2 Therefore, the Tribunal directed to offer appointment to all left over candidates in the select list of 1995.

3. Being aggrieved, the State preferred the writ petition against the said common Judgment and order of the Tribunal in the High Court of Orissa and the High Court, vide Judgment and order dated 26.10.2005, modified the order of the Tribunal issuing direction to the appellants to offer appointment to those persons who had approached the Tribunal. Hence, this appeal.

4. Sh. Janaranjan Das, learned counsel appearing for the appellant-State, has submitted that number of vacancies cannot be filed up over and above the number of vacancies advertised. Once the advertised vacancies are filled up, the selection process stands exhausted and the selection process comes to an end. Where the Rules provide to determine the vacancy yearly, life of select list cannot be more than one year and once the life of the select list expires, no appointment can be offered from the panel so prepared.

The Tribunal and the High Court committed an error issuing directions to appoint the candidates from the unexhausted part of the 3 select list, which is not permissible in law. Thus, the appeal deserves to be allowed.

5. Per contra, Sh. H.P. Sahu and Sh. J.P. Mishra, learned counsel appearing for the respondents vehemently opposed the appeal contending that if the selection is not held in subsequent years, candidates whose names appear in the panel have to be offered appointments. Therefore, no interference is required with the impugned Judgment and order of the High Court. The appeal lacks merit and thus, liable to be dismissed.

6. We have considered the rival submissions of the learned counsel for the parties and perused the record.

7. Relevant Rules from Rules, 1985, which are necessary to be considered for deciding the appeal, read as under :- "Rule 2 Definitions - In these rules unless the context otherwise requires - ................... "Year" means a calendar year.

Rule 3 Recruitment Recruitment to the posts shall be made through direct recruitment by means of a competitive 4 examination to be held ordinarily once in every year.

Rule 6 Notification of vacancies On the receipt of the requisite information from the District Officers the Chairman of the Board shall notify the total number of vacancies to the local employment exchange indicating therein the number of reserved vacancies for the purpose of conducting the competitive examination.

Rule 11 (1) Allotment of successful candidates The Chairman of the Board shall ensure completion of evaluation of answer papers and preparation of the list of successful candidates who have qualified by such standards as will be decided by him ordinarily within two months from the date of examination. The candidates' names shall be arranged in order of merit on the basis of marks secured by them in the examination conducted by the Board. This list of successful candidates drawn in order of merit shall not ordinarily exceed double the number of vacancies as determined under Rule 6.

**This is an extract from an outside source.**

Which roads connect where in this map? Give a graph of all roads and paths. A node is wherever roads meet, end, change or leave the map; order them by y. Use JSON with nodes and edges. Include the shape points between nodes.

Rule 12 The list prepared under Sub-rule (1) of Rule 11 shall remain valid for a period of one year from the date of publication of the same or till drawal of the next year's list, whichever is earlier.

8. If the aforesaid relevant Rules are read together, the cumulative effect thereof comes to that after determining the number of 5 vacancies taking into consideration the expected vacancies, the same shall stand notified to local Employment Exchange and advertise the same through other means. The select list, after holding the test as required under the Rules, 1985, shall be prepared and published, which shall contain the names of candidates, double the number of vacancies so advertised/determined.

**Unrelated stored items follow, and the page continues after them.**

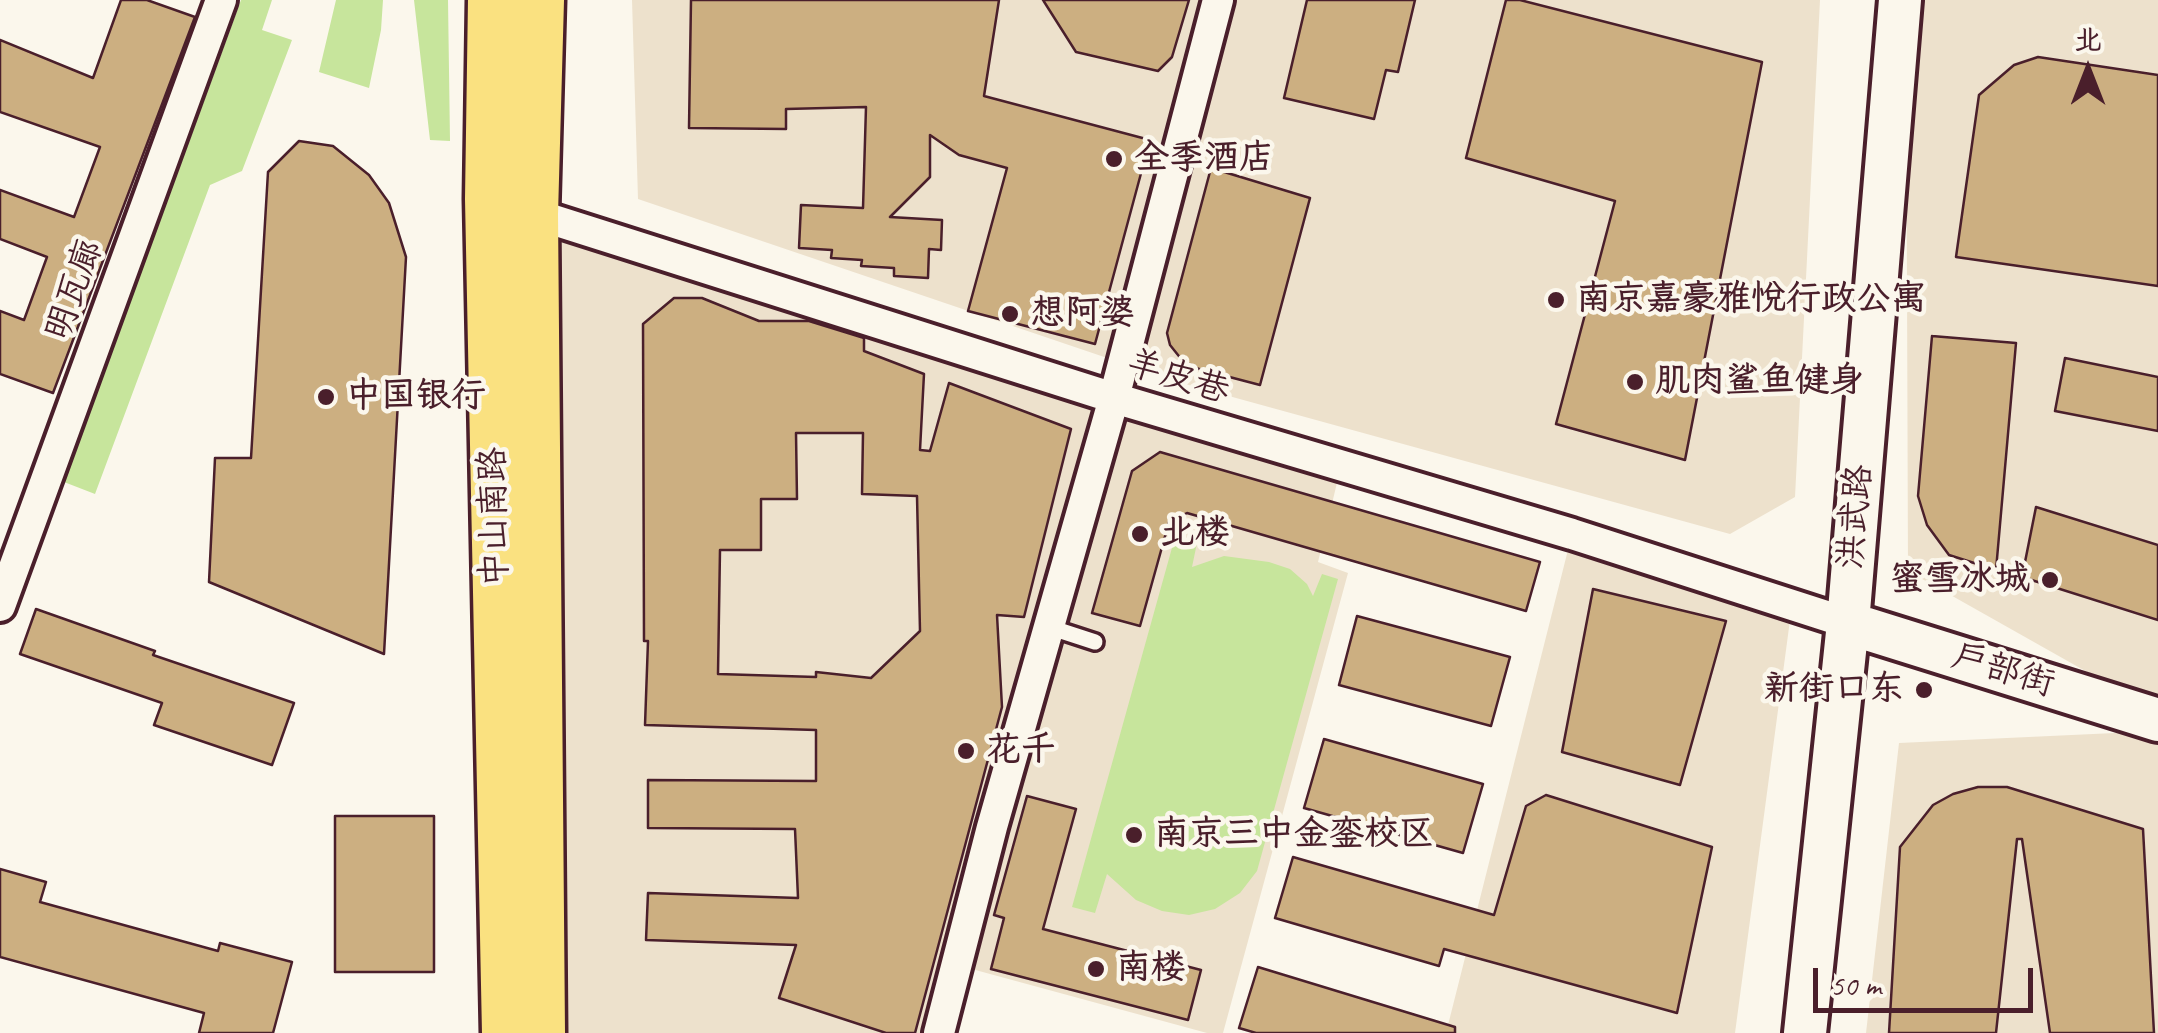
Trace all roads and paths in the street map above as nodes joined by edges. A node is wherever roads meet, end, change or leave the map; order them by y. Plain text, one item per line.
1 (220, 0) edge
2 (492, 0) edge
3 (538, 0) edge
4 (1218, 0) edge
5 (1900, 0) edge
6 (488, 199) junction
7 (534, 214) junction
8 (1114, 398) junction
9 (0, 606) edge
10 (1848, 622) junction
11 (1049, 628) junction
12 (1096, 642) dead end
13 (2158, 720) edge
14 (506, 1033) edge
15 (541, 1033) edge
16 (939, 1033) edge
17 (1805, 1033) edge

1 - 9 street, 明瓦廊
2 - 6 main road, 中山南路
3 - 7 main road
4 - 8 street
5 - 10 main road, 洪武路
6 - 7 street, 羊皮巷
6 - 14 main road, 中山南路
7 - 8 street, 羊皮巷
7 - 15 lane
8 - 10 street, 羊皮巷
8 - 11 street
10 - 13 main road, 户部街
10 - 17 main road, 洪武路
11 - 12 lane
11 - 16 street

9. Rule 14 merely enables the State Government to relax the eligibility conditions by recording reasons in respect of any class or categories of persons in public interest.

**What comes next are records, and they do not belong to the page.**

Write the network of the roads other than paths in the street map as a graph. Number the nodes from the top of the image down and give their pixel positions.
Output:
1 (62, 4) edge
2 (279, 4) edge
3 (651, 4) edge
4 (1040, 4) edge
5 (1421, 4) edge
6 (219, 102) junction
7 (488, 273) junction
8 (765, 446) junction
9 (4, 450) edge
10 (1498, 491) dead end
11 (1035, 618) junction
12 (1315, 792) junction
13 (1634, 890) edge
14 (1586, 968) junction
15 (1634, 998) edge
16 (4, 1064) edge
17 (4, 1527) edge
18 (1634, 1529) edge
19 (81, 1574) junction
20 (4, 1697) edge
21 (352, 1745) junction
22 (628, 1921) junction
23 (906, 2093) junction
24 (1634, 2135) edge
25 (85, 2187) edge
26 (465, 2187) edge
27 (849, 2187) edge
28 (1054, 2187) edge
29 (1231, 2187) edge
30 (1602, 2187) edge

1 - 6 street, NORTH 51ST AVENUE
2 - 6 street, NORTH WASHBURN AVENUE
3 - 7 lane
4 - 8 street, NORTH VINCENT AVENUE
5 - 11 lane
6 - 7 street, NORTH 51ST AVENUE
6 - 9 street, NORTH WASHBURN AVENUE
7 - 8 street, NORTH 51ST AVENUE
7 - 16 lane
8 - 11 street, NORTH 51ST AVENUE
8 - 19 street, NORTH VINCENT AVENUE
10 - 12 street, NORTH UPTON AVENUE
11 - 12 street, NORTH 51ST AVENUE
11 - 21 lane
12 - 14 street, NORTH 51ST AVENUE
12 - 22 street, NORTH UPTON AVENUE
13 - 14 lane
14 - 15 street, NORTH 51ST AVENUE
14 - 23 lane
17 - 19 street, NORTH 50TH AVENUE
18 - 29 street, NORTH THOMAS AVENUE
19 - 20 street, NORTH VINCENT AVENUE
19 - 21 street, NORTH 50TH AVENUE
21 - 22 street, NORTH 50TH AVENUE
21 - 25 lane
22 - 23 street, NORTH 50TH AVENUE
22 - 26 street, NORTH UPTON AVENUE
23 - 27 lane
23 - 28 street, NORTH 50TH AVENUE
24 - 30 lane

10. It is a settled legal proposition that vacancies cannot be filled up over and above the number of vacancies advertised as "the recruitment of the candidates in excess of the notified vacancies is a denial and deprivation of the constitutional right under Article 14 read with Article 16(1) of the Constitution", of those persons who acquired eligibility for the post in question in accordance with the statutory rules subsequent to the date of notification of vacancies. Filling up the vacancies over the notified vacancies is neither permissible nor desirable, for the reason, that it amounts to "improper exercise of 6 power and only in a rare and exceptional circumstance and in emergent situation, such a rule can be deviated and such a deviation is permissible only after adopting policy decision based on some rational", otherwise the exercise would be arbitrary. Filling up of vacancies over the notified vacancies amounts to filling up of future vacancies and thus, not permissible in law. (Vide State of Bihar &

Chairman, Banking Service Recruitment Board & Ors. AIR 1996 2010 SC 932).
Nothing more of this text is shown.